黒澤明の監督第2作。第2次大戦中に勤労動員された女子挺身隊を描くヒューマンドラマ 軍需工場で働く少女たちの日常を綴った、黒澤作品には珍しい若い女性の集団劇。工場に住み込みで撮影を行うなど、リアリズムにこだわった黒澤の演出が光る。 昭和19年。全国から徴用された少女たちが女子挺身隊として軍需工場で働いていた。光学機器を生産する東亜光学工業では、挺身隊の組長・渡辺ツルが少女たちをまとめ、レンズの増産に従事していたが、やがて過酷な労働に挺身隊の結束は綻び始める。
“生きること”“希望”を壮大なスケールで描いたアクションアドベンチャー ダイナミックな活劇と重厚な人間ドラマ、障害を乗り越え成就する純愛など、想像を超えたストーリー展開に引き込まれる。歴史上闇に葬られた海戦のビジュアルにも驚がく。 1945年8月、ドイツ降伏後日本海軍に接収された戦利潜水艦・伊507。艦長に任命された絹見少佐に与えられたミッションは、原子爆弾を積んだ輸送艦を沈めることだった。絹見は、かつて共に戦った先任将校の木崎茂房大尉を右腕にこの作戦に挑むのだが…。

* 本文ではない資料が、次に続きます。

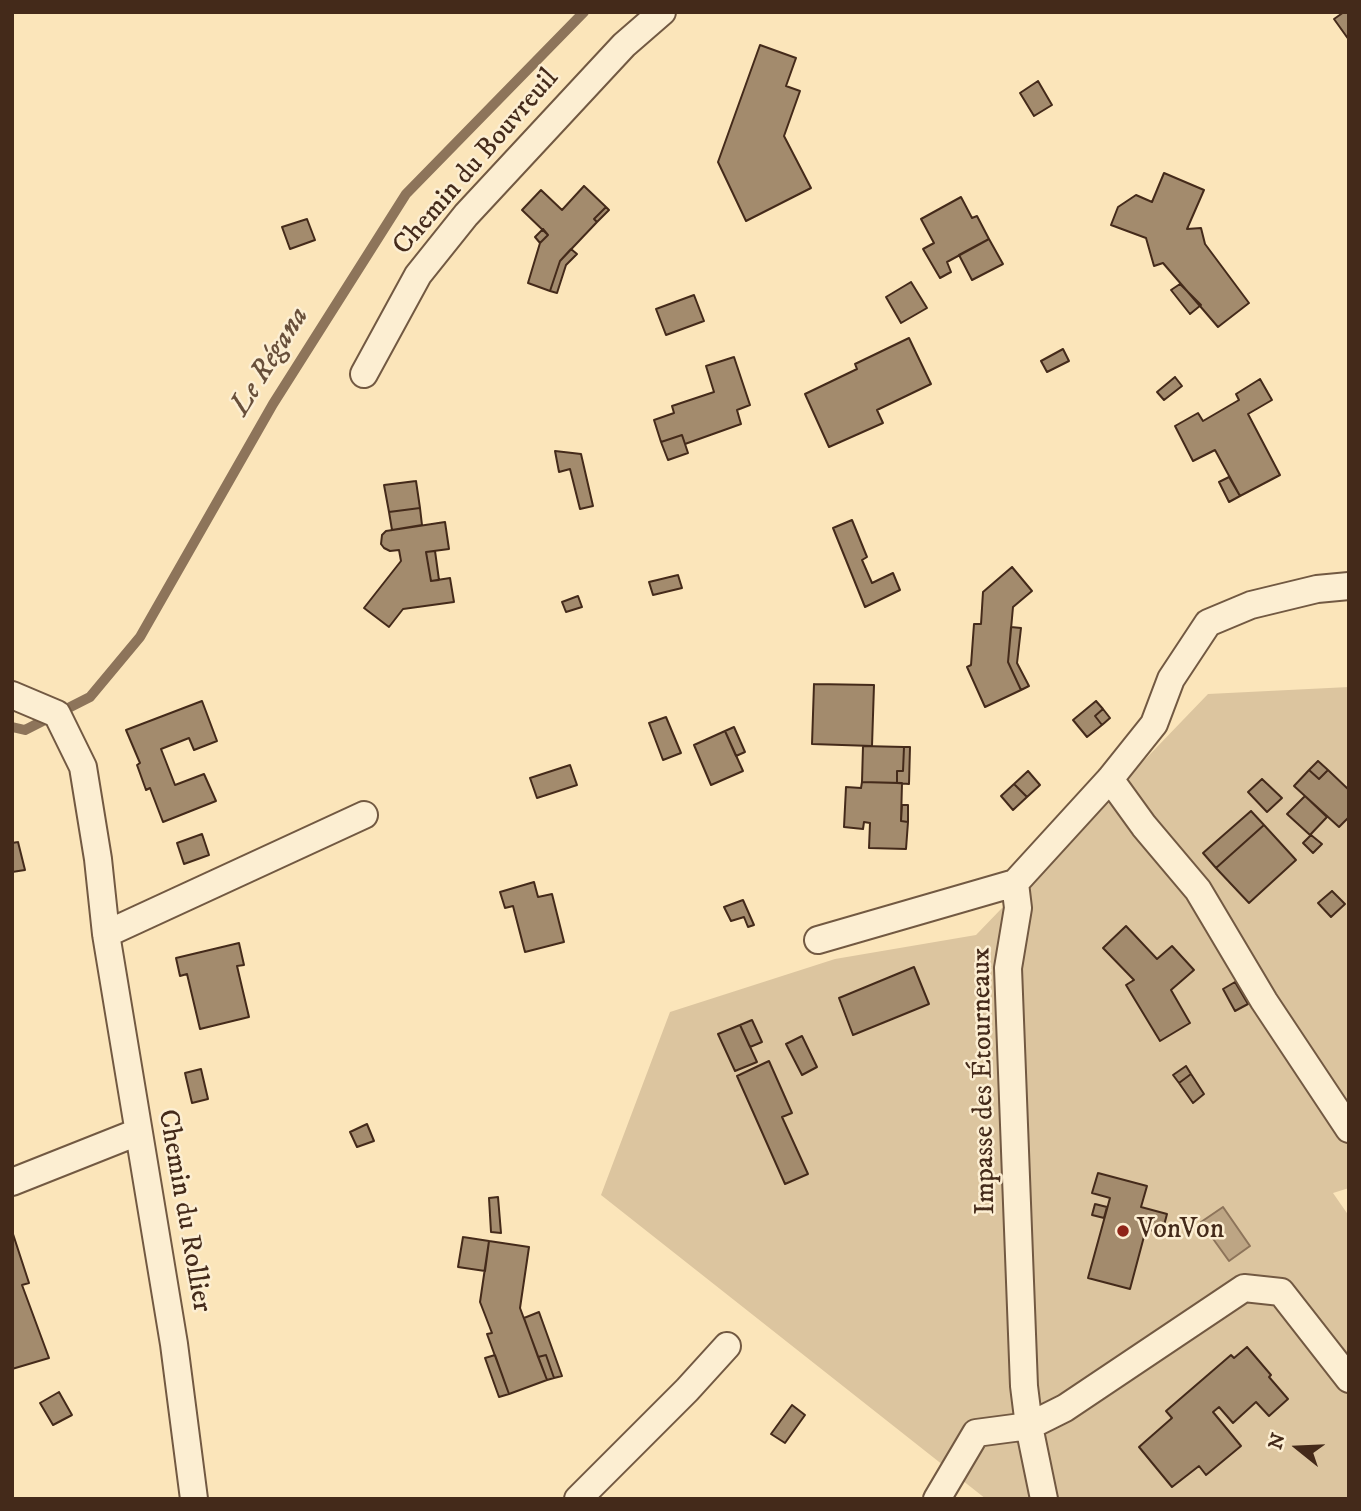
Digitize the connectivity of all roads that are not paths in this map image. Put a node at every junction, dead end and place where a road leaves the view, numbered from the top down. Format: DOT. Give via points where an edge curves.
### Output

女教師と12人の子供たちとの交流を描いた木下惠介監督作がデジタルリマスターで蘇る 小豆島に赴任してきた女教師を名女優・高峰秀子が熱演。美しい自然を背景に、教師と教え子たちが織り成すドラマや、そこに込められた反戦のメッセージを訴えかける。 昭和3年4月、小豆島の分教場に赴任してきた新任のおなご先生・大石久子は、1年生12人の担任となる。ある日、足を挫いて自転車に乗れなくなった大石先生は、本校へ転任しなければならなくなる。やがて、5年生になった子供たちは本校へ通うことに…。